As Judge Rakoff details, the U.S. criminal justice system is
desperately dependent upon the accused’s willingness to declare his own guilt.
The system would collapse without that. So all the rules have now been shaped to
coerce — one could say compel — criminal defendants to be their own confessors.
The system is so pro-prosecution, and punishment is so severe for those who
refuse to cooperate — for those who insist on their constitutional right to a
jury trial and then lose — that every rational person, by definition, would
strongly consider declaring their own guilt even when they aren’t. As Judge
Rakoff put it:
The prosecutor-dictated plea bargain system, by creating
such inordinate pressures to enter into plea bargains, appears to have led a
significant number of defendants to plead guilty to crimes they never
actually committed.
The reason? “Though there are many variations on this theme,
they all prove the same basic point: the prosecutor has all the power.”
What the
U.S. criminal justice system demands most from those who plead guilty is a
showing of remorse: a willingness to stand up and condemn oneself, to declare
that one is already suffering internally from the crime. There is ample legal
scholarship
demonstrating that “judges tend to use their discretion to impose lighter
sentences on remorseful defendants” and “even capital juries seem to factor in
the remorsefulness of the defendant in deciding between a life sentence or the
death penalty.” Clearly,
“empirical studies have shown that remorse plays an important role in observers’
judgments of defendants.”
It’s far from obvious that a willingness to publicly condemn
oneself this way should be relevant at all to punishment, let alone predominant.

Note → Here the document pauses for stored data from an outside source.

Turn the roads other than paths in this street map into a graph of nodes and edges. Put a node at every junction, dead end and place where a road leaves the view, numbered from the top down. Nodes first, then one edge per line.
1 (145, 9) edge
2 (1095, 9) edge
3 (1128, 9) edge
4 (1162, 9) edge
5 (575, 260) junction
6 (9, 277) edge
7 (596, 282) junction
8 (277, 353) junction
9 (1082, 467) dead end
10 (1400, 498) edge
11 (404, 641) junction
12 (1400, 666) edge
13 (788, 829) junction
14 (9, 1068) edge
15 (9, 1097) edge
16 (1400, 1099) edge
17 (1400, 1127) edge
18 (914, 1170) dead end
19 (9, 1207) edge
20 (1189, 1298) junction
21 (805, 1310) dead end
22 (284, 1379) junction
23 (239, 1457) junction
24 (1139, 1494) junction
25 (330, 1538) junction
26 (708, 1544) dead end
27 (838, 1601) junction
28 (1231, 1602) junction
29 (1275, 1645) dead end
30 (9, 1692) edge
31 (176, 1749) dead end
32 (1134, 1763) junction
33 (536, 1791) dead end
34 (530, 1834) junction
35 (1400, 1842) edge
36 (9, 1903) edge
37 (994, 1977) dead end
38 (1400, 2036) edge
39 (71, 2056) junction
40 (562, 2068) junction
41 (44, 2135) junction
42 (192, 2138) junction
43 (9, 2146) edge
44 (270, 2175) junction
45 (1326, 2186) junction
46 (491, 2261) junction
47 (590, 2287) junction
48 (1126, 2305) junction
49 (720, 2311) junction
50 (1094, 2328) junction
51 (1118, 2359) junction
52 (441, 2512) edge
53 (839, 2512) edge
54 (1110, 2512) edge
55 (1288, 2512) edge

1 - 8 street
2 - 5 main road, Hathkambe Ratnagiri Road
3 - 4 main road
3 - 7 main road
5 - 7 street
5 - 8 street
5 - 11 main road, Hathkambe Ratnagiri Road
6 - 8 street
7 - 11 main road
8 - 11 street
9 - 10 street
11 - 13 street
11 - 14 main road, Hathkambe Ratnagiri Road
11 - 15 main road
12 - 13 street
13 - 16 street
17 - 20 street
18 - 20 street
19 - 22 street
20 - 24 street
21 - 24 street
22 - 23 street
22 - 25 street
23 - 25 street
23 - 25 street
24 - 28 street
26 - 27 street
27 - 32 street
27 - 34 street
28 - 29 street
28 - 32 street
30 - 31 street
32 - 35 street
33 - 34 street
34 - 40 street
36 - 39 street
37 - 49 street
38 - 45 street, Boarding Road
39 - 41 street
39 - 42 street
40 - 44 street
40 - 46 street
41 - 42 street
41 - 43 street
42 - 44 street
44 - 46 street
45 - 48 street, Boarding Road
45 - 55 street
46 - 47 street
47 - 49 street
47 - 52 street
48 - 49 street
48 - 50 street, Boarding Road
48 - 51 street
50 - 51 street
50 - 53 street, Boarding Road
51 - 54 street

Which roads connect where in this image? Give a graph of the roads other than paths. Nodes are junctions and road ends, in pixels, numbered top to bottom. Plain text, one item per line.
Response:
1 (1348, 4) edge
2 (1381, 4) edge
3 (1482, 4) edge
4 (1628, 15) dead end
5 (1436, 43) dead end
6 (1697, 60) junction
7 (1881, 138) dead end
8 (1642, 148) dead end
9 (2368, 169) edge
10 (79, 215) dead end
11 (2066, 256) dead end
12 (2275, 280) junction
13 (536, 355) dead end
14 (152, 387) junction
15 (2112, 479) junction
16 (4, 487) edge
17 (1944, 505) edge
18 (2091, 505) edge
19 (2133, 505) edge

The view that remorse is largely irrelevant to guilt and punishment was once
pervasive in the U.S. and still dominant in other western nations’ justice
systems. But now, in America, a form of extreme self-flagellation is demanded if
any minimal degree of mercy is to be shown.
As a byproduct of the most primal aspects of human nature,
none of this, of course, is new. The 20th century French philosopher Michel
Foucault devoted years to demonstrating the central importance of mental
suffering and gruesome debasement in the history of the West’s penal schemes. In
Discipline and Punish, he emphasized the vital role
self-condemnation plays in this ritual:
[T]hough the law strictly speaking did not require it,
this procedure was to tend necessarily to the confession. And for two
reasons: first, because the confession constituted so strong a proof that
there was scarcely any need to add others, or to enter the difficult and
dubious combinatory of clues; the confession, provided it was obtained in
the correct manner, almost discharged the prosecution of the obligation to
provide further evidence (in any case, the most difficult evidence).
Secondly, the only way that this procedure might use all its unequivocal
authority, and become a real victory over the accused, the only way in which
the truth might exert all its power, was for the criminal to accept
responsibility for his own crime and himself sign what had been skilfully
and obscurely constructed by the preliminary investigation. ‘It is
not enough’, as Ayrault, who did not care for these secret procedures,
remarked, ‘that wrong-doers be justly punished. They must if possible judge
and condemn themselves’ (Ayrault, r. I, chapter r4) …
Through the confession, the accused himself took part in
the ritual of producing penal truth. As medieval law put it, the confession
‘renders the thing notorious and manifest’. . . . [T]he confession was
therefore highly valued; every possible coercion would be used to obtain it.
While the “Civilized West” now largely hides its
penal brutality behind clinical processes and the pretense of humane
treatment (using our elevated scientific mind and capacity for great mercy, we
privately inject people’s veins with fatal poison instead of publicly
drawing-and-quartering or beheading them like those primitive fanatics Over
There), the primal desire to impose suffering is at least as thriving.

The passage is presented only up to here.